A short, dated take on what’s moving in technology, AI and software — and what it actually means for the businesses building on it. Published most days from our Cape Town studio.

“Vibe coding” is now a $4.7bn category — and a trap if you skip the rewrite

The fastest-growing idea in software right now is also the most misunderstood. Vibe coding — describing what you want in plain language and letting an AI generate the app — has gone from a phrase Andrej Karpathy coined in 2025 to an estimated $4.7 billion category in 2026, growing at 38% a year. Roughly 87% of Fortune 500 companies now use at least one of these tools, and the majority of people reaching for them aren’t developers at all.

It’s genuinely powerful for getting an idea on screen. You can have a working prototype of a booking tool, an internal dashboard, or a landing page in an afternoon. For validating whether something is worth building, that’s a real shift.

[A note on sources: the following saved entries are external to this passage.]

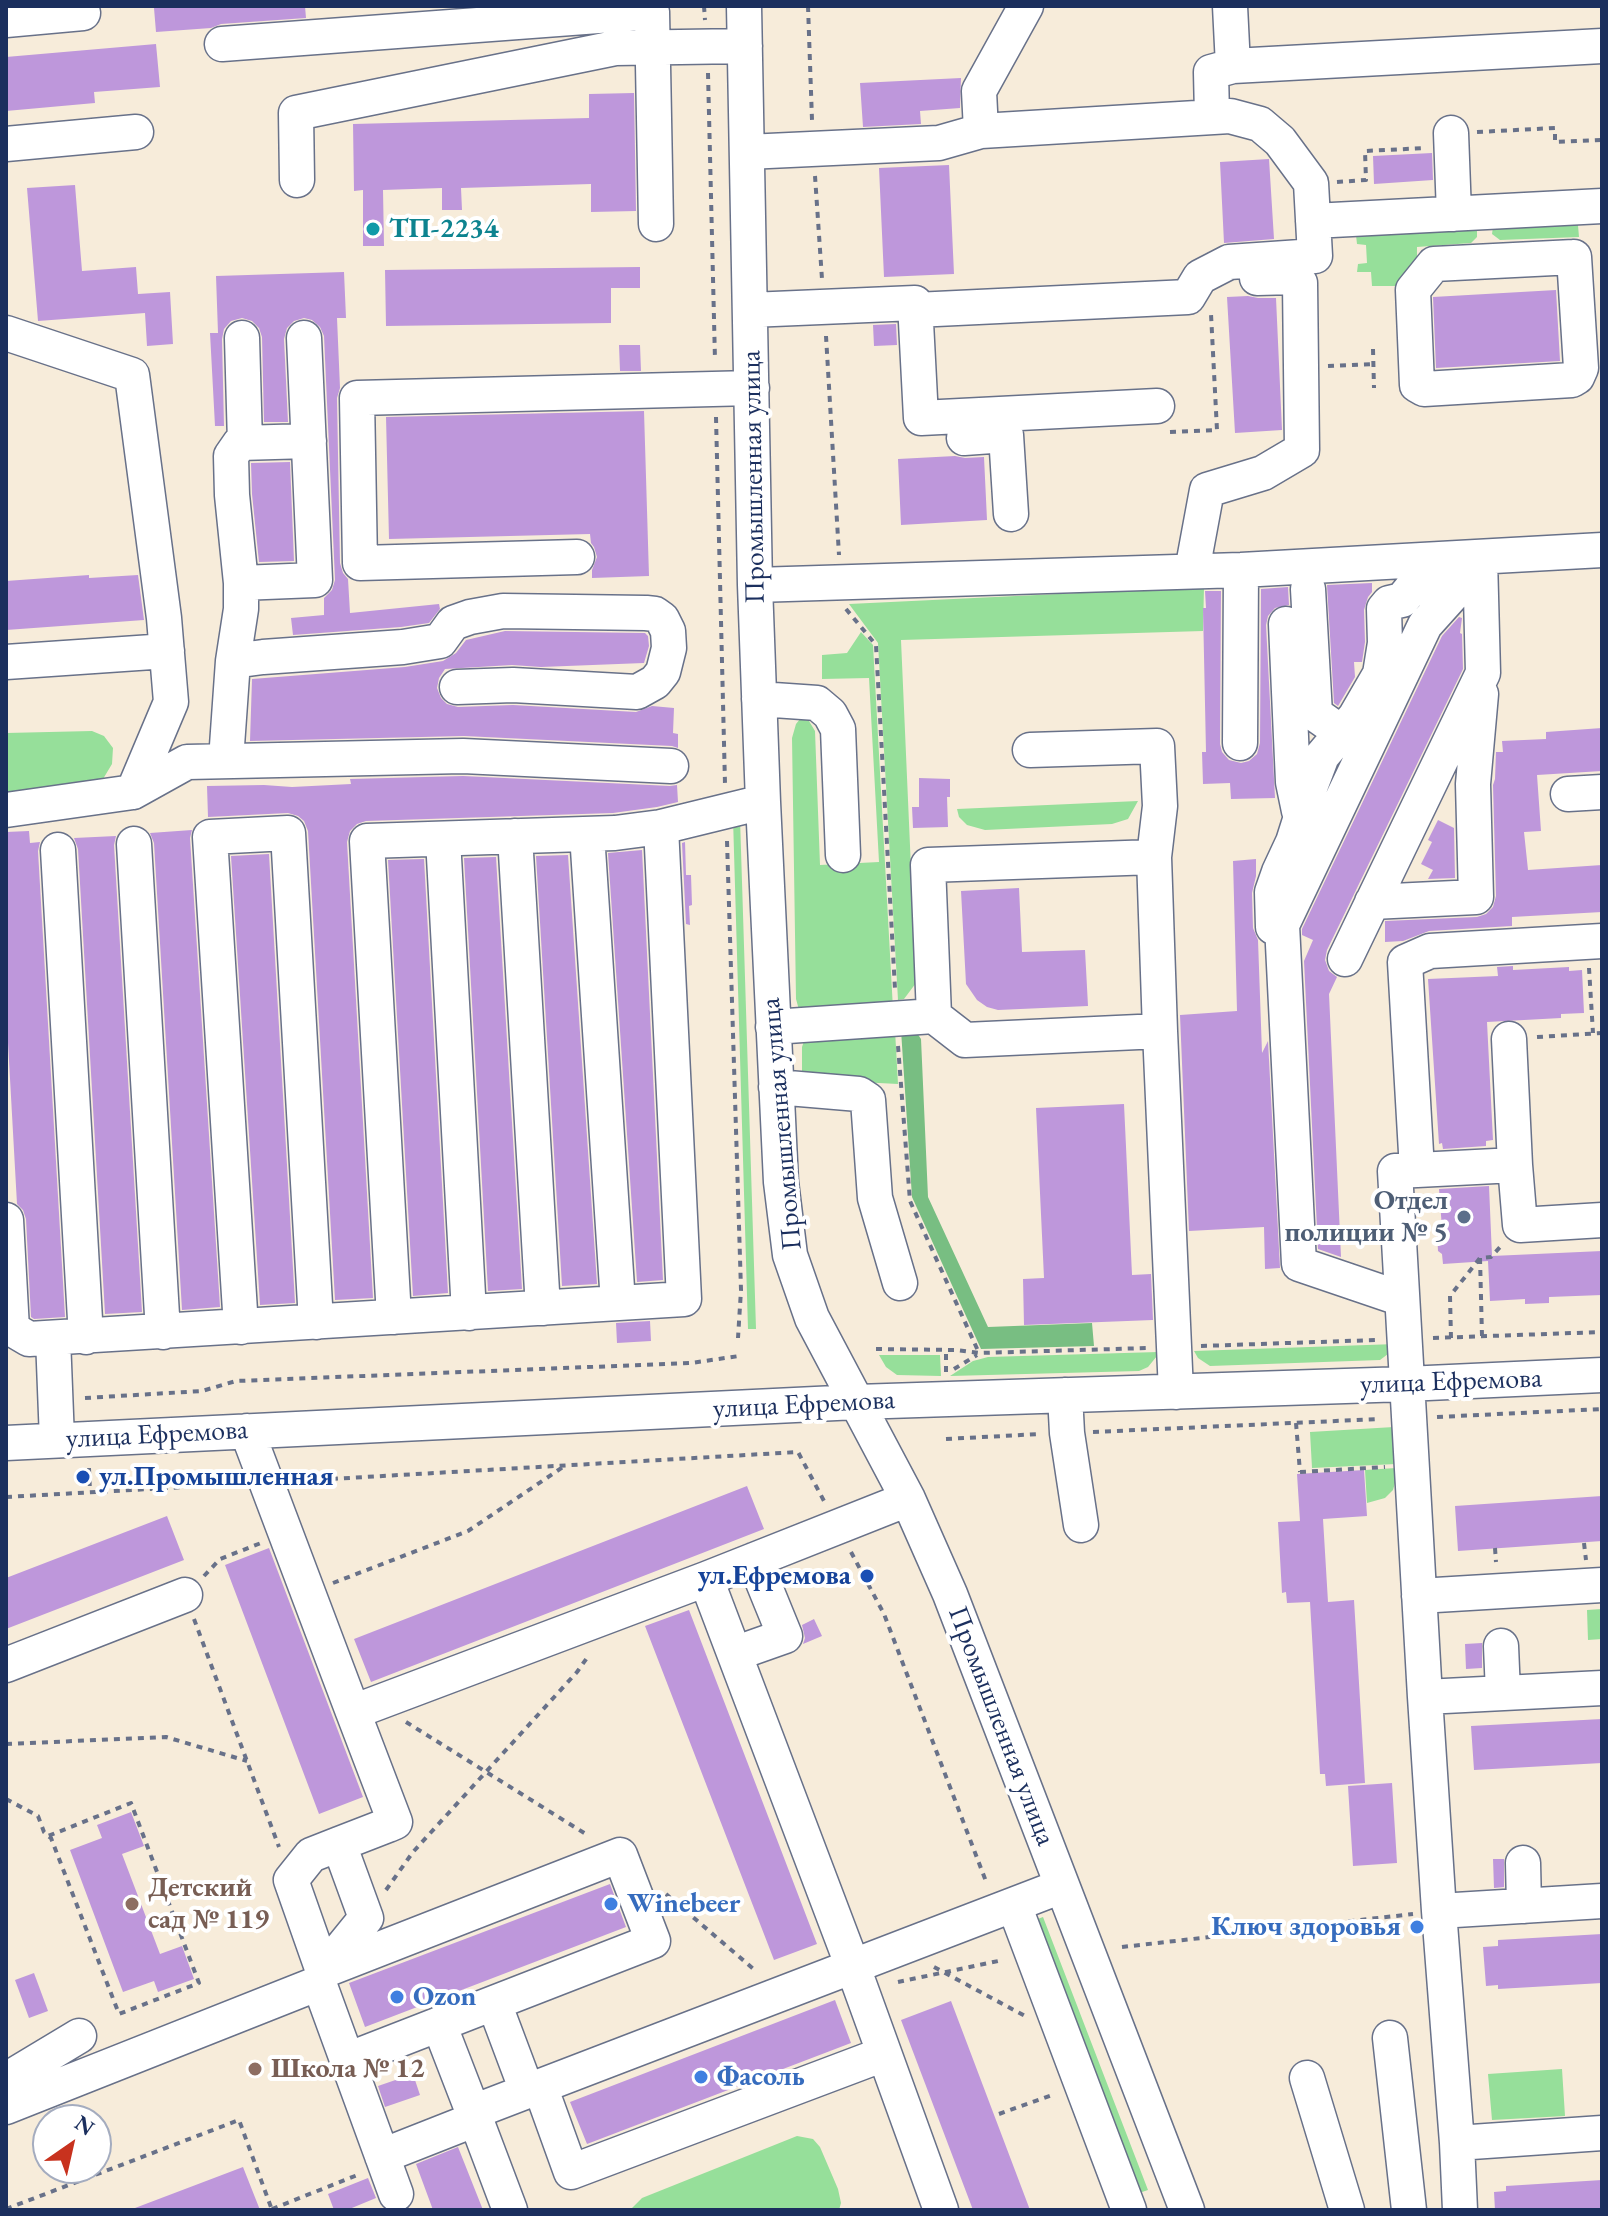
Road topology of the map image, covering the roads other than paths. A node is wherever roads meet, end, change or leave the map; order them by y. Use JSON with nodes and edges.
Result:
{"nodes":[{"id":1,"x":744,"y":6,"type":"edge"},
{"id":2,"x":1026,"y":6,"type":"edge"},
{"id":3,"x":1230,"y":6,"type":"edge"},
{"id":4,"x":83,"y":13,"type":"dead end"},
{"id":5,"x":6,"y":20,"type":"edge"},
{"id":6,"x":222,"y":44,"type":"dead end"},
{"id":7,"x":745,"y":46,"type":"junction"},
{"id":8,"x":1602,"y":46,"type":"edge"},
{"id":9,"x":653,"y":47,"type":"junction"},
{"id":10,"x":1233,"y":66,"type":"junction"},
{"id":11,"x":1212,"y":116,"type":"junction"},
{"id":12,"x":981,"y":131,"type":"junction"},
{"id":13,"x":136,"y":132,"type":"dead end"},
{"id":14,"x":1451,"y":133,"type":"dead end"},
{"id":15,"x":6,"y":144,"type":"edge"},
{"id":16,"x":747,"y":152,"type":"junction"},
{"id":17,"x":297,"y":180,"type":"dead end"},
{"id":18,"x":1602,"y":206,"type":"edge"},
{"id":19,"x":1469,"y":214,"type":"junction"},
{"id":20,"x":1313,"y":221,"type":"junction"},
{"id":21,"x":656,"y":224,"type":"dead end"},
{"id":22,"x":1486,"y":262,"type":"junction"},
{"id":23,"x":1251,"y":278,"type":"dead end"},
{"id":24,"x":750,"y":310,"type":"junction"},
{"id":25,"x":915,"y":310,"type":"junction"},
{"id":26,"x":6,"y":333,"type":"edge"},
{"id":27,"x":242,"y":338,"type":"dead end"},
{"id":28,"x":304,"y":338,"type":"dead end"},
{"id":29,"x":752,"y":388,"type":"junction"},
{"id":30,"x":1157,"y":406,"type":"dead end"},
{"id":31,"x":921,"y":418,"type":"junction"},
{"id":32,"x":309,"y":441,"type":"junction"},
{"id":33,"x":245,"y":443,"type":"junction"},
{"id":34,"x":1011,"y":514,"type":"dead end"},
{"id":35,"x":1602,"y":550,"type":"edge"},
{"id":36,"x":577,"y":557,"type":"dead end"},
{"id":37,"x":1480,"y":558,"type":"junction"},
{"id":38,"x":1241,"y":570,"type":"junction"},
{"id":39,"x":1192,"y":571,"type":"junction"},
{"id":40,"x":241,"y":583,"type":"junction"},
{"id":41,"x":755,"y":585,"type":"junction"},
{"id":42,"x":1461,"y":585,"type":"junction"},
{"id":43,"x":1308,"y":589,"type":"dead end"},
{"id":44,"x":1286,"y":624,"type":"dead end"},
{"id":45,"x":167,"y":651,"type":"junction"},
{"id":46,"x":233,"y":661,"type":"junction"},
{"id":47,"x":6,"y":662,"type":"edge"},
{"id":48,"x":1483,"y":673,"type":"junction"},
{"id":49,"x":457,"y":687,"type":"dead end"},
{"id":50,"x":759,"y":699,"type":"junction"},
{"id":51,"x":1342,"y":733,"type":"junction"},
{"id":52,"x":1240,"y":743,"type":"dead end"},
{"id":53,"x":1030,"y":750,"type":"dead end"},
{"id":54,"x":226,"y":760,"type":"junction"},
{"id":55,"x":671,"y":766,"type":"dead end"},
{"id":56,"x":133,"y":792,"type":"junction"},
{"id":57,"x":1602,"y":792,"type":"edge"},
{"id":58,"x":1568,"y":794,"type":"dead end"},
{"id":59,"x":763,"y":802,"type":"junction"},
{"id":60,"x":6,"y":810,"type":"edge"},
{"id":61,"x":1300,"y":819,"type":"junction"},
{"id":62,"x":661,"y":827,"type":"junction"},
{"id":63,"x":587,"y":834,"type":"junction"},
{"id":64,"x":515,"y":836,"type":"junction"},
{"id":65,"x":443,"y":839,"type":"junction"},
{"id":66,"x":134,"y":844,"type":"dead end"},
{"id":67,"x":58,"y":850,"type":"dead end"},
{"id":68,"x":843,"y":855,"type":"dead end"},
{"id":69,"x":1154,"y":857,"type":"junction"},
{"id":70,"x":1372,"y":902,"type":"junction"},
{"id":71,"x":1595,"y":942,"type":"edge"},
{"id":72,"x":1345,"y":959,"type":"dead end"},
{"id":73,"x":1284,"y":981,"type":"junction"},
{"id":74,"x":934,"y":1016,"type":"junction"},
{"id":75,"x":773,"y":1027,"type":"junction"},
{"id":76,"x":1160,"y":1031,"type":"junction"},
{"id":77,"x":1509,"y":1039,"type":"road end"},
{"id":78,"x":776,"y":1087,"type":"junction"},
{"id":79,"x":1515,"y":1165,"type":"junction"},
{"id":80,"x":1417,"y":1170,"type":"junction"},
{"id":81,"x":6,"y":1220,"type":"edge"},
{"id":82,"x":1602,"y":1220,"type":"edge"},
{"id":83,"x":900,"y":1283,"type":"dead end"},
{"id":84,"x":1402,"y":1299,"type":"junction"},
{"id":85,"x":618,"y":1303,"type":"junction"},
{"id":86,"x":543,"y":1308,"type":"junction"},
{"id":87,"x":469,"y":1313,"type":"junction"},
{"id":88,"x":394,"y":1317,"type":"junction"},
{"id":89,"x":316,"y":1322,"type":"junction"},
{"id":90,"x":241,"y":1327,"type":"junction"},
{"id":91,"x":163,"y":1332,"type":"junction"},
{"id":92,"x":70,"y":1338,"type":"junction"},
{"id":93,"x":1602,"y":1375,"type":"edge"},
{"id":94,"x":1406,"y":1384,"type":"junction"},
{"id":95,"x":1176,"y":1392,"type":"junction"},
{"id":96,"x":1065,"y":1395,"type":"junction"},
{"id":97,"x":857,"y":1402,"type":"junction"},
{"id":98,"x":247,"y":1431,"type":"junction"},
{"id":99,"x":57,"y":1440,"type":"junction"},
{"id":100,"x":6,"y":1443,"type":"edge"},
{"id":101,"x":908,"y":1499,"type":"junction"},
{"id":102,"x":1081,"y":1525,"type":"dead end"},
{"id":103,"x":754,"y":1560,"type":"junction"},
{"id":104,"x":706,"y":1579,"type":"junction"},
{"id":105,"x":1602,"y":1585,"type":"edge"},
{"id":106,"x":185,"y":1595,"type":"road end"},
{"id":107,"x":1419,"y":1596,"type":"junction"},
{"id":108,"x":1501,"y":1646,"type":"dead end"},
{"id":109,"x":751,"y":1648,"type":"dead end"},
{"id":110,"x":6,"y":1665,"type":"edge"},
{"id":111,"x":1602,"y":1688,"type":"edge"},
{"id":112,"x":1503,"y":1693,"type":"junction"},
{"id":113,"x":1425,"y":1697,"type":"junction"},
{"id":114,"x":364,"y":1708,"type":"junction"},
{"id":115,"x":339,"y":1844,"type":"junction"},
{"id":116,"x":1523,"y":1863,"type":"dead end"},
{"id":117,"x":1062,"y":1886,"type":"junction"},
{"id":118,"x":1602,"y":1901,"type":"edge"},
{"id":119,"x":1524,"y":1906,"type":"junction"},
{"id":120,"x":1006,"y":1908,"type":"junction"},
{"id":121,"x":1439,"y":1911,"type":"junction"},
{"id":122,"x":321,"y":1977,"type":"junction"},
{"id":123,"x":857,"y":1978,"type":"junction"},
{"id":124,"x":494,"y":2003,"type":"junction"},
{"id":125,"x":439,"y":2024,"type":"junction"},
{"id":126,"x":79,"y":2036,"type":"dead end"},
{"id":127,"x":1390,"y":2038,"type":"dead end"},
{"id":128,"x":884,"y":2054,"type":"junction"},
{"id":129,"x":347,"y":2060,"type":"junction"},
{"id":130,"x":1307,"y":2078,"type":"dead end"},
{"id":131,"x":6,"y":2080,"type":"edge"},
{"id":132,"x":534,"y":2088,"type":"junction"},
{"id":133,"x":6,"y":2107,"type":"edge"},
{"id":134,"x":474,"y":2116,"type":"junction"},
{"id":135,"x":1602,"y":2133,"type":"edge"},
{"id":136,"x":1457,"y":2143,"type":"junction"},
{"id":137,"x":1179,"y":2208,"type":"edge"},
{"id":138,"x":510,"y":2210,"type":"edge"},
{"id":139,"x":941,"y":2210,"type":"edge"},
{"id":140,"x":1129,"y":2210,"type":"edge"},
{"id":141,"x":1347,"y":2210,"type":"edge"},
{"id":142,"x":1409,"y":2210,"type":"edge"},
{"id":143,"x":1460,"y":2210,"type":"edge"}],
"edges":[{"from":1,"to":7,"type":"street","name":"Промышленная улица"},
{"from":2,"to":12,"type":"street"},
{"from":3,"to":10,"type":"street"},
{"from":4,"to":5,"type":"street"},
{"from":6,"to":9,"type":"street"},
{"from":7,"to":9,"type":"street"},
{"from":7,"to":16,"type":"street","name":"Промышленная улица"},
{"from":8,"to":10,"type":"street"},
{"from":9,"to":17,"type":"street"},
{"from":9,"to":21,"type":"street"},
{"from":10,"to":11,"type":"street"},
{"from":11,"to":12,"type":"street"},
{"from":11,"to":20,"type":"street"},
{"from":12,"to":16,"type":"street"},
{"from":13,"to":15,"type":"street"},
{"from":14,"to":19,"type":"street"},
{"from":16,"to":24,"type":"street","name":"Промышленная улица"},
{"from":18,"to":19,"type":"street"},
{"from":19,"to":20,"type":"street"},
{"from":19,"to":22,"type":"street"},
{"from":20,"to":25,"type":"street"},
{"from":22,"to":22,"type":"street"},
{"from":23,"to":39,"type":"street"},
{"from":24,"to":25,"type":"street"},
{"from":24,"to":29,"type":"street","name":"Промышленная улица"},
{"from":25,"to":31,"type":"street"},
{"from":26,"to":45,"type":"street"},
{"from":27,"to":33,"type":"street"},
{"from":28,"to":32,"type":"street"},
{"from":29,"to":36,"type":"street"},
{"from":29,"to":41,"type":"street","name":"Промышленная улица"},
{"from":30,"to":31,"type":"street"},
{"from":31,"to":34,"type":"street"},
{"from":32,"to":33,"type":"street"},
{"from":32,"to":40,"type":"street"},
{"from":33,"to":40,"type":"street"},
{"from":35,"to":37,"type":"street"},
{"from":37,"to":38,"type":"street"},
{"from":37,"to":42,"type":"street"},
{"from":37,"to":48,"type":"street"},
{"from":38,"to":39,"type":"street"},
{"from":38,"to":52,"type":"street"},
{"from":39,"to":41,"type":"street"},
{"from":40,"to":46,"type":"street"},
{"from":41,"to":50,"type":"street","name":"Промышленная улица"},
{"from":42,"to":51,"type":"street"},
{"from":42,"to":73,"type":"street"},
{"from":43,"to":51,"type":"street"},
{"from":44,"to":61,"type":"street"},
{"from":45,"to":47,"type":"street"},
{"from":45,"to":56,"type":"street"},
{"from":46,"to":49,"type":"street"},
{"from":46,"to":54,"type":"street"},
{"from":48,"to":70,"type":"street"},
{"from":48,"to":70,"type":"street"},
{"from":50,"to":59,"type":"street","name":"Промышленная улица"},
{"from":50,"to":68,"type":"street"},
{"from":51,"to":61,"type":"street"},
{"from":53,"to":69,"type":"street"},
{"from":54,"to":55,"type":"street"},
{"from":54,"to":56,"type":"street"},
{"from":56,"to":60,"type":"street"},
{"from":57,"to":58,"type":"street"},
{"from":59,"to":62,"type":"street"},
{"from":59,"to":75,"type":"street","name":"Промышленная улица"},
{"from":61,"to":73,"type":"street"},
{"from":62,"to":63,"type":"street"},
{"from":62,"to":85,"type":"street"},
{"from":63,"to":64,"type":"street"},
{"from":63,"to":85,"type":"street"},
{"from":64,"to":65,"type":"street"},
{"from":64,"to":86,"type":"street"},
{"from":65,"to":87,"type":"street"},
{"from":65,"to":88,"type":"street"},
{"from":66,"to":91,"type":"street"},
{"from":67,"to":92,"type":"street"},
{"from":69,"to":74,"type":"street"},
{"from":69,"to":76,"type":"street"},
{"from":70,"to":72,"type":"street"},
{"from":71,"to":80,"type":"street"},
{"from":73,"to":84,"type":"street"},
{"from":74,"to":75,"type":"street"},
{"from":74,"to":76,"type":"street"},
{"from":75,"to":78,"type":"street","name":"Промышленная улица"},
{"from":76,"to":95,"type":"street"},
{"from":77,"to":79,"type":"street"},
{"from":78,"to":83,"type":"street"},
{"from":78,"to":97,"type":"street","name":"Промышленная улица"},
{"from":79,"to":80,"type":"street"},
{"from":79,"to":82,"type":"street"},
{"from":80,"to":84,"type":"street"},
{"from":81,"to":92,"type":"street"},
{"from":84,"to":94,"type":"street"},
{"from":85,"to":86,"type":"street"},
{"from":86,"to":87,"type":"street"},
{"from":87,"to":88,"type":"street"},
{"from":88,"to":89,"type":"street"},
{"from":89,"to":90,"type":"street"},
{"from":89,"to":90,"type":"street"},
{"from":90,"to":91,"type":"street"},
{"from":91,"to":92,"type":"street"},
{"from":92,"to":99,"type":"street"},
{"from":93,"to":94,"type":"street","name":"улица Ефремова"},
{"from":94,"to":95,"type":"street","name":"улица Ефремова"},
{"from":94,"to":107,"type":"street"},
{"from":95,"to":96,"type":"street","name":"улица Ефремова"},
{"from":96,"to":97,"type":"street","name":"улица Ефремова"},
{"from":96,"to":102,"type":"street"},
{"from":97,"to":98,"type":"street","name":"улица Ефремова"},
{"from":97,"to":101,"type":"street","name":"Промышленная улица"},
{"from":98,"to":99,"type":"street","name":"улица Ефремова"},
{"from":98,"to":114,"type":"street"},
{"from":99,"to":100,"type":"street","name":"улица Ефремова"},
{"from":101,"to":103,"type":"street"},
{"from":101,"to":117,"type":"street","name":"Промышленная улица"},
{"from":103,"to":104,"type":"street"},
{"from":103,"to":109,"type":"street"},
{"from":104,"to":114,"type":"street"},
{"from":104,"to":123,"type":"street"},
{"from":105,"to":107,"type":"street"},
{"from":106,"to":110,"type":"street"},
{"from":107,"to":113,"type":"street"},
{"from":108,"to":112,"type":"street"},
{"from":111,"to":112,"type":"street"},
{"from":112,"to":113,"type":"street"},
{"from":113,"to":121,"type":"street"},
{"from":114,"to":115,"type":"street"},
{"from":115,"to":122,"type":"street"},
{"from":115,"to":122,"type":"street"},
{"from":116,"to":119,"type":"street"},
{"from":117,"to":120,"type":"street"},
{"from":117,"to":137,"type":"street","name":"Промышленная улица"},
{"from":118,"to":119,"type":"street"},
{"from":119,"to":121,"type":"street"},
{"from":120,"to":123,"type":"street"},
{"from":120,"to":140,"type":"street"},
{"from":121,"to":136,"type":"street"},
{"from":122,"to":124,"type":"street"},
{"from":122,"to":129,"type":"street"},
{"from":122,"to":133,"type":"street"},
{"from":123,"to":128,"type":"street"},
{"from":123,"to":132,"type":"street"},
{"from":124,"to":125,"type":"street"},
{"from":124,"to":132,"type":"street"},
{"from":125,"to":129,"type":"street"},
{"from":125,"to":134,"type":"street"},
{"from":126,"to":131,"type":"street"},
{"from":127,"to":142,"type":"street"},
{"from":128,"to":132,"type":"street"},
{"from":128,"to":139,"type":"street"},
{"from":129,"to":134,"type":"street"},
{"from":130,"to":141,"type":"street"},
{"from":132,"to":134,"type":"street"},
{"from":134,"to":138,"type":"street"},
{"from":135,"to":136,"type":"street"},
{"from":136,"to":143,"type":"street"}]}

The catch shows up at scale. Industry reporting this year suggests that in roughly 70% of cases where an AI-built prototype needs to grow into a real product, a full rewrite is recommended — business logic gets tangled into infrastructure, database schemas aren’t built to grow, and APIs were never planned for load. A METR study even found experienced developers were 19% slower on certain tasks once the time spent reviewing and correcting AI output was counted.

Our read: treat vibe coding as a sketching tool, not a foundation. Use it to prove the idea cheaply, then build the version that has to survive real users on solid ground. The teams that get burned are the ones who mistake a convincing demo for a finished product.